Le thème de l'instruction a été étudié dans le livre édité en 1988 chez Textel sur Vallorcine (1). Nous y renvoyons le lecteur: ici nous nous bornerons à traiter de la question des locaux.
Des instituteurs recrutés parmi les Vallorcins pratiquent dès le début du XIXe siècle. L'école ne fonctionne que durant les cinq mois d'hiver tant que les enfants ne gardent pas le petit troupeau de la famille. Mais il n'y a pas encore de locaux spécialisés. Les maîtres enseignent dans des maisons particulières au Mollard, au Sizeray, au Morzay. Il est précisé dans le contrat d'embauche que "la chambre pour la classe sera annuellement fournie par le régent". Le régent désigne ici l'instituteur.

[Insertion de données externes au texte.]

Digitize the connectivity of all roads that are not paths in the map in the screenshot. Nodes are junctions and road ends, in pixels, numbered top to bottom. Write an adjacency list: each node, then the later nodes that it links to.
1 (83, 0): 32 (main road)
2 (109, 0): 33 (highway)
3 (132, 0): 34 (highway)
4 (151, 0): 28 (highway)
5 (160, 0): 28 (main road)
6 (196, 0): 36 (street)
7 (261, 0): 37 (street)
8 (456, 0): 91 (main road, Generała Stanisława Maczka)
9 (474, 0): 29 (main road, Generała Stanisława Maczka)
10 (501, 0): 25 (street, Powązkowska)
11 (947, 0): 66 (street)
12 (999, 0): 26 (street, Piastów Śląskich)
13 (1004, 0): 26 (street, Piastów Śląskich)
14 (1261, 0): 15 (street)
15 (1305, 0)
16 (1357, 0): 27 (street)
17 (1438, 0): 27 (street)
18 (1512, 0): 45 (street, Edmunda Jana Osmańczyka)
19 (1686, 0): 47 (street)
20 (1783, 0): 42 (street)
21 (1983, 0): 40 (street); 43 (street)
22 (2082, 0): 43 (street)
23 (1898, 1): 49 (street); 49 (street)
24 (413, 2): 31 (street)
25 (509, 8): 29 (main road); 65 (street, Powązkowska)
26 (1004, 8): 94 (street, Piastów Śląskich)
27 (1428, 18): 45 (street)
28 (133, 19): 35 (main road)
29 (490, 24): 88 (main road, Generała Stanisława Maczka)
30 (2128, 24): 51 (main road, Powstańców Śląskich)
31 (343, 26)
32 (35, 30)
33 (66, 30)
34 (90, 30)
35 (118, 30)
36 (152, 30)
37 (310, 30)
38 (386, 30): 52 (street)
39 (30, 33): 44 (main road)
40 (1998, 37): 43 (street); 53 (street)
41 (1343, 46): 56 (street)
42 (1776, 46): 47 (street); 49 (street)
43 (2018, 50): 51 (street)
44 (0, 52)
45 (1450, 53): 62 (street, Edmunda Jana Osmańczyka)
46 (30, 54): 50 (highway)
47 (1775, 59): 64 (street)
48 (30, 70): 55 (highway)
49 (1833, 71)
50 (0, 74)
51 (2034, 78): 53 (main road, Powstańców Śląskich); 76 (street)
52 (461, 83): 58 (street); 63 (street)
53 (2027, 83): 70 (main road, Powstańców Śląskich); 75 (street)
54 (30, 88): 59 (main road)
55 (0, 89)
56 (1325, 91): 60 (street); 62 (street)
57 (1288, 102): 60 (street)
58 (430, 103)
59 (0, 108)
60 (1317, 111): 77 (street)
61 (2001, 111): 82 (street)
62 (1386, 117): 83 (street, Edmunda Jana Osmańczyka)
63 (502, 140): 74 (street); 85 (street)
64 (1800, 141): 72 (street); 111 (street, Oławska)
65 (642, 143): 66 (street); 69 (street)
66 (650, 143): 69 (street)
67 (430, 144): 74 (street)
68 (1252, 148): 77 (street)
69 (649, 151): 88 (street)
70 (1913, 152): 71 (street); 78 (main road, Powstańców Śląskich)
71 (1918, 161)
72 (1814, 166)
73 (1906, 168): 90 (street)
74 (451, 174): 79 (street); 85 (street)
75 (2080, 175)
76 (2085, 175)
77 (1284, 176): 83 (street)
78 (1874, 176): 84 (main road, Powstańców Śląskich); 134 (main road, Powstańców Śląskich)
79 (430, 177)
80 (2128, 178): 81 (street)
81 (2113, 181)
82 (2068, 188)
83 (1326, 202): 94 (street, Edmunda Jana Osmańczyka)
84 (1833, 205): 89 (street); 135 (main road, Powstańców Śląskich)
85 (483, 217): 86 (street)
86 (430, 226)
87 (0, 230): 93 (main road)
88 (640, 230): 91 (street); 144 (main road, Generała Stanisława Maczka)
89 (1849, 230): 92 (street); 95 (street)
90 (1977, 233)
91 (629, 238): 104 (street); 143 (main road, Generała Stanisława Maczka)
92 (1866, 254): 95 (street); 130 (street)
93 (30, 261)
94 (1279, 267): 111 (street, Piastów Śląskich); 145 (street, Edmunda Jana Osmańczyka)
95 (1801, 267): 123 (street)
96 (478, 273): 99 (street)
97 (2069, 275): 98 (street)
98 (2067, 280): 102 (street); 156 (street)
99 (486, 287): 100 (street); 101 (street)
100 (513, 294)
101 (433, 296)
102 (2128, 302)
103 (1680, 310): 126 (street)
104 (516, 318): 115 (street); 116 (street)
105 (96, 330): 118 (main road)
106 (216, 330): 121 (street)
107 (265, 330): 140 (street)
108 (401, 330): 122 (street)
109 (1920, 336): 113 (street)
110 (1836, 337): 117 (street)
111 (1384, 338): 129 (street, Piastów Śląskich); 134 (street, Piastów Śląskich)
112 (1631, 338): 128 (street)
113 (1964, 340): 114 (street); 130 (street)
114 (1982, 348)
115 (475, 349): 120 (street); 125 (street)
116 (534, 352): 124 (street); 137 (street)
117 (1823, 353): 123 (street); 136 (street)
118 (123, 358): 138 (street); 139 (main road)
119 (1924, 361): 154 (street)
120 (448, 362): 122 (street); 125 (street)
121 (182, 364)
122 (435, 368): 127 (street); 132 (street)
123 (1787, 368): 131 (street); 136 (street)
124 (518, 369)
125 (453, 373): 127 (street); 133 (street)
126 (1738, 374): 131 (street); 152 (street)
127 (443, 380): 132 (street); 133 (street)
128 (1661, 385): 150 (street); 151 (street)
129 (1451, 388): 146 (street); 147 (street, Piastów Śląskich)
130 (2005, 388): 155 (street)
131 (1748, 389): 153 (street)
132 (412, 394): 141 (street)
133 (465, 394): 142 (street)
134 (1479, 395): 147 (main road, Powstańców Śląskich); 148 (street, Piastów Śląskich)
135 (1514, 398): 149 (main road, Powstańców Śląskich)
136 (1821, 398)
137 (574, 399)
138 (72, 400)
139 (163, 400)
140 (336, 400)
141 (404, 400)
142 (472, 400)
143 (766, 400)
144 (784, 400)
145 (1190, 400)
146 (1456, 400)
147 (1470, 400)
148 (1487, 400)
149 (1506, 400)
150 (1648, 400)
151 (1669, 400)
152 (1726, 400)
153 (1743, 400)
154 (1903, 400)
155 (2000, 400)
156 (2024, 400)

Cette solution était peu pratique. Dès 1846, le conseil envisage la construction de véritables locaux scolaires. Le Sizeray installe à ses frais une école dans un bâtiment spécialisé mais trop petit. La commune était pauvre et le conseil délibéra pendant de longues années avant de prendre une décision. Enfin, en 1874, deux écoles neuves accueillirent les enfants au Plan du Sizeray et au Nant. Ainsi nous retrouvons la distinction entre l'aval et l'amont qu'imposait d'ailleurs la géographie.
Ces constructions furent probablement l'une des dernières "manoeuvres" de la vallée. La "manoeuvre" peut se définir comme une tâche collective au service de la communauté. Les Vallorcins en effet fabriquèrent eux-mêmes la chaux nécessaire, taillèrent les ardoises et les charpentes, approvisionnèrent les pierres. Elles ne manquaient pas dans les murgers et la disparition d'un murger permettait par ailleurs de gagner quelques mètres d'herbe et de culture.
Barberine en aval restait isolé, la montée des petits Barberins jusqu'au Sizeray était dangereuse à cause de l'avalanche du Nant du Rang. Mais il aurait été trop coûteux de construire une troisième école. Un des propriétaires du hameau céda temporairement mais gratuitement le local nécessaire. L'administration trouva exagérée l'existence de trois écoles pour 500 à 600 habitants. La ténacité des Vallorcins l'emporta.
Ces premiers locaux étaient bien modestes et assez vite à la fin du 19e siècle, le conseil envisagea d'autres locaux plus vastes et plus confortables. A nouveau on délibéra longuement. Les plans d'architectes furent approuvés dès 1893 mais l'argent manquait.
La IIIe République veillait. A cette époque de conflit entre monarchistes et républicains, les Vallorcins n'avaient aucune raison d'être monarchistes; anciens Sardes, la maison de France ne représentait rien pour eux. Très vite, dans les isoloirs, l'électeur se prononça pour la République, anticléricale à l'époque. Le même jour la masse des électeurs assistait à la messe. La République reconnaissante accorda aux Vallorcins une subvention de 19 000 F, soit les trois quarts des devis.
Cette fois, il n'y eut plus de manoeuvre, les travaux furent accomplis totalement par les entrepreneurs. Ainsi à la rentrée scolaire d'octobre 1902 s'ouvrirent les deux écoles utilisées encore aujourd'hui au Plan et au Nant. C'est là que les écoliers photographiés en 1910 (cf. p. 10) apprirent à lire, écrire et compter.
Françoise et Charles Gardelle
(1) Françoise et Charles Gardelle, Vallorcine, Textel, Lyon 1988.